Estes textos de Gonçalo M. Tavares apresemtam afinidades mais estreitas – e, porventura, mais interessantes – com o espírito vagueante e especulativo dos românticos alemães do que, por hipótese, com qualquer pretensão de cientificidade de um tipo mais contemporâneo. Porque não é esse o círculo em que o autor pretende mover-se. E, de facto, ele dirige os seus esforços de escrita rumo a exercícios de imaginação controlados pela permanência da escrita no campo de forças da disciplina musical. “Se quisermos retomar a comparação entre a Música e a Pintura”, escreveu E.T.A. Hoffmann, “a composição surgirá no espírito do artista como um quadro completo”, uma aproximação de disciplinas artísticas que G. M. Tavares parece recapitular, quando teoriza: “A música, ela mesma, é uma mancha sonora, uma forma ritmada de ocupar o espaço auditivo”. E onde Novalis via na música “muita semelhança com a álgebra”, sugere Gonçalo M. Tavares o princípio de “matemática sonora”. E postula: “A matemática não é para ser cantada, mas podemos imaginar uma orquestra em que cada um dos seus elementos desenvolva equações.” O que é não apenas um gesto de divagação, mas também uma asserção que, sem franquear os limites do rigor científico, se aproxima da fórmula científica e da sua atitude de proposta afirmativa e gosto pelo risco. Em Breves Notas sobre Ciência já Gonçalo M. Tavares descrevia, através de uma imagem particularmente dinâmica e incisiva, esse rigor e a assunção do perigo de enfrentar o desconhecido: “pegas no alvo com as tuas duas mãos e atiras o seu centro contra a lâmina da flecha. Eis a exactidão científica”. O carácter englobante e totalizador da música (à maneira de Wagner) leva o autor a percorrer, numa diversificada declinação, o perfil daquele que ouve música, estabelecendo-lhe distintas encarnações, como o “melómeno-fisionomista”, o “ouvinte-médico” (variação do “clínico-ouvinte”), “ouvinte-geómetra”, ou o “melómeno obsessivo”, no domínio do qual lemos do “Homem como aquela coisas que está no meio dos ouvidos” e como “aquilo que existe para ouvir”.

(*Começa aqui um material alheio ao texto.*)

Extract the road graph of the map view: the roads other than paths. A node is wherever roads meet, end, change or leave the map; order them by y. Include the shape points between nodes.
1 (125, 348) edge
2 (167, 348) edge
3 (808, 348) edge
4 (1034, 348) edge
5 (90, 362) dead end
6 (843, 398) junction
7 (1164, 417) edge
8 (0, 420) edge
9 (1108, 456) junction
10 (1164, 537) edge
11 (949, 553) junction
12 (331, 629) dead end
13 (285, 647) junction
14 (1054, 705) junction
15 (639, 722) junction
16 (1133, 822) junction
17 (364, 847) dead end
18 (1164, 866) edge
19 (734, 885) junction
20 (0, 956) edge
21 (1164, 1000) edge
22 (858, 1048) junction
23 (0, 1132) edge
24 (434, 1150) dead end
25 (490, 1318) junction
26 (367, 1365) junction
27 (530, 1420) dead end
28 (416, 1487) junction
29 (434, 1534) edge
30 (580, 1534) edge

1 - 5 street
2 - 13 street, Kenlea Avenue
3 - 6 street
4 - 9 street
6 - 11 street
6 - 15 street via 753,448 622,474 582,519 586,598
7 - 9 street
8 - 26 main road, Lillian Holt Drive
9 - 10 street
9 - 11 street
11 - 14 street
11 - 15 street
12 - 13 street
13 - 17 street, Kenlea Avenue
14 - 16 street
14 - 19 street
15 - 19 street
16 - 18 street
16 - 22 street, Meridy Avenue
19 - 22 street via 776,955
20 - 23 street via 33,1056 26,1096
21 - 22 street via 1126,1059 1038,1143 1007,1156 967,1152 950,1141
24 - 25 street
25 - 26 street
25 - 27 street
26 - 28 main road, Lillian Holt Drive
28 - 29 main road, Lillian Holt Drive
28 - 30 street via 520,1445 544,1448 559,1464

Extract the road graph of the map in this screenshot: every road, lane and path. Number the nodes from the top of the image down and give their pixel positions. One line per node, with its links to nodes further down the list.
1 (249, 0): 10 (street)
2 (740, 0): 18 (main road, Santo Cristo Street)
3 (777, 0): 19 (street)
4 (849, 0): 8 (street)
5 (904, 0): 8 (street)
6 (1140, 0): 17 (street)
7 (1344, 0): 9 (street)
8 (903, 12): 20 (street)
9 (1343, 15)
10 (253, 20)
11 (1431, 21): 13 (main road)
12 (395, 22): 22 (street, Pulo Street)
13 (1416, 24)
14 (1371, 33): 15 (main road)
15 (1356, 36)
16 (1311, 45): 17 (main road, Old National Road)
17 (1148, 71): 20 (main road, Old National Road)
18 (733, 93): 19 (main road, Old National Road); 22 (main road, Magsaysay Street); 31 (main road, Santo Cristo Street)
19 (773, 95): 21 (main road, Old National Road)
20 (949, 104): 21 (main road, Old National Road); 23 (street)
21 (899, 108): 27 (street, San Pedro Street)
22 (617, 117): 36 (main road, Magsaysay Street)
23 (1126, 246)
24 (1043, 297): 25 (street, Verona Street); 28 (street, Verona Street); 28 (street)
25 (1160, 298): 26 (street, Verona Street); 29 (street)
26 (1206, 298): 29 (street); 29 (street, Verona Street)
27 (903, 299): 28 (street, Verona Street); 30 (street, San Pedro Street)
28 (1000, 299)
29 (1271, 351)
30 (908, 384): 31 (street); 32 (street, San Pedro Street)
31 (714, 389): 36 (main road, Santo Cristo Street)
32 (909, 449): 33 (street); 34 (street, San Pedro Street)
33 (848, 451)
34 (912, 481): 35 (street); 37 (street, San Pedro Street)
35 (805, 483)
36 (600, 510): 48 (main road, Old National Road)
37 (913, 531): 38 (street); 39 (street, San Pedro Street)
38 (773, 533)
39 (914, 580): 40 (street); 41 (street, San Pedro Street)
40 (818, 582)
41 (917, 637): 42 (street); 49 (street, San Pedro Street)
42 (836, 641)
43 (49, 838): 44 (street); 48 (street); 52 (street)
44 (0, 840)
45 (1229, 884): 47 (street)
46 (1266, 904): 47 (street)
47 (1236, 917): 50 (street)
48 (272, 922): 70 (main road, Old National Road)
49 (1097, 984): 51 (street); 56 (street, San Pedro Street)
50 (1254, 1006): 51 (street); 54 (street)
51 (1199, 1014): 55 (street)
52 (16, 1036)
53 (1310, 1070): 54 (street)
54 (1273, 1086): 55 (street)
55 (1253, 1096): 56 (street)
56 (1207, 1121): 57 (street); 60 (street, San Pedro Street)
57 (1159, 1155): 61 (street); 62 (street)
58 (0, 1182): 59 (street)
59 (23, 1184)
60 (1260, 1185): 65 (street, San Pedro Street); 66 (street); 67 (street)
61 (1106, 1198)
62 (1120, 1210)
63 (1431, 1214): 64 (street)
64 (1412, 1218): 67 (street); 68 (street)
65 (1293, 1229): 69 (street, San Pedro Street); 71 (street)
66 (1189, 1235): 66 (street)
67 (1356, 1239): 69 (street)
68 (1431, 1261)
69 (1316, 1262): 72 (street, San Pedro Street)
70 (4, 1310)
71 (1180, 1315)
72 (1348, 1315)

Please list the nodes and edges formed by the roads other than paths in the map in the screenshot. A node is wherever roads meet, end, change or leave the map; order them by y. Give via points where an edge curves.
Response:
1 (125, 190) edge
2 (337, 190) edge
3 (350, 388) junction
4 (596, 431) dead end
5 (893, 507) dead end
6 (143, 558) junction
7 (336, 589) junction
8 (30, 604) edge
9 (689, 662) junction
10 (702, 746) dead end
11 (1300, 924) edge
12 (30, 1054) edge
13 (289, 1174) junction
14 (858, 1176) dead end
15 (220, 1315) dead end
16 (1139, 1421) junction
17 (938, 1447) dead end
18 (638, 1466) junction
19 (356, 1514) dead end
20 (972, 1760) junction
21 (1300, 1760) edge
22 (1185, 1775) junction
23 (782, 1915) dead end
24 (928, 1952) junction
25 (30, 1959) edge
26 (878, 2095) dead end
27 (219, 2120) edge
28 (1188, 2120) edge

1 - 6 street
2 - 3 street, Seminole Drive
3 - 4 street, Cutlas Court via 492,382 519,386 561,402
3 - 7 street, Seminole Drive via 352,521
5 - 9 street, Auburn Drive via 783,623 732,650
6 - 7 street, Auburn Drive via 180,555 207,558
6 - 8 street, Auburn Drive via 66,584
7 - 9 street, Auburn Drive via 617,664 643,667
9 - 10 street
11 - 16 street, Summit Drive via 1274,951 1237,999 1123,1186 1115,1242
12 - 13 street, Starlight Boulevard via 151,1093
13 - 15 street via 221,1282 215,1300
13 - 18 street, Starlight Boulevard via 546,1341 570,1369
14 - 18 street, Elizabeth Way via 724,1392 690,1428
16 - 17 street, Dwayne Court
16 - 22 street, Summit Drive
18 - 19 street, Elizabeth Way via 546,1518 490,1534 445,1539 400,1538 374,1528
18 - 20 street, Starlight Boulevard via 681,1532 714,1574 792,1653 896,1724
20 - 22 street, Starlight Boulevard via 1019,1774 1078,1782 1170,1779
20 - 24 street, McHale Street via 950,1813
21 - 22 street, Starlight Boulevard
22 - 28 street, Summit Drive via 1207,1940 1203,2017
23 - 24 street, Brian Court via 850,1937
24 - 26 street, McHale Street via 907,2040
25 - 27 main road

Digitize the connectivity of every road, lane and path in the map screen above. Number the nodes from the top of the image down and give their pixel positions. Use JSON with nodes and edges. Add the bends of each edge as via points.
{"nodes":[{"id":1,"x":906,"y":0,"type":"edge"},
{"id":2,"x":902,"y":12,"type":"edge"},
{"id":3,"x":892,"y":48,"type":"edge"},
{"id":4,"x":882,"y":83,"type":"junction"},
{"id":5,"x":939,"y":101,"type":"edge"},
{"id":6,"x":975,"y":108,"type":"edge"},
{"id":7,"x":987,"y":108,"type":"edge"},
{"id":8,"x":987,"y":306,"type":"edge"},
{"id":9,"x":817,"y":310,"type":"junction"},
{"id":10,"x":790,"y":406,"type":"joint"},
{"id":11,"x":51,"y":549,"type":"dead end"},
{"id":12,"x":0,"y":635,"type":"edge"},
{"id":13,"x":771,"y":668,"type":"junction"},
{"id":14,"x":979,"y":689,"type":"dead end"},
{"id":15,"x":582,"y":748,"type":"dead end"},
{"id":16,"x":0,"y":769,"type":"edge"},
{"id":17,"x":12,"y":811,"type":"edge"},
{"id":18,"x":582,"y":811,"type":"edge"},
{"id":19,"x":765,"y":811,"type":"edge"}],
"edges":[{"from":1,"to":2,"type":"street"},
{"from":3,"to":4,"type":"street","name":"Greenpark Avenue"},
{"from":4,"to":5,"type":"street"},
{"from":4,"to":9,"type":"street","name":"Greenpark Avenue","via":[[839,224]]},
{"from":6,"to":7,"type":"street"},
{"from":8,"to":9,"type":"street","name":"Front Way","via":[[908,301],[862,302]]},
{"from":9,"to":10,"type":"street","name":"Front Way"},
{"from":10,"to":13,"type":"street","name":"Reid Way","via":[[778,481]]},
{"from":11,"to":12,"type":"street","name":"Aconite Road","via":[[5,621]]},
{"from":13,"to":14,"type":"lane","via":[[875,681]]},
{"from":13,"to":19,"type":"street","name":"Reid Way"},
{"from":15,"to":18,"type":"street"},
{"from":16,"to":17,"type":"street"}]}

Se Nietzsche falava de uma “música que intercede”, Gonçalo M. Tavares propõe a “Música capaz de interferir na matéria”. Porque para o autor de O Atlas do Corpo e da Imaginação interessa perceber nesta arte um instrumento para, como diria Mário de Sá-Carneiro, “mexer na vida” – “a música é “um dos meios de mais rapidamente alvoroçar a fisiologia humana”.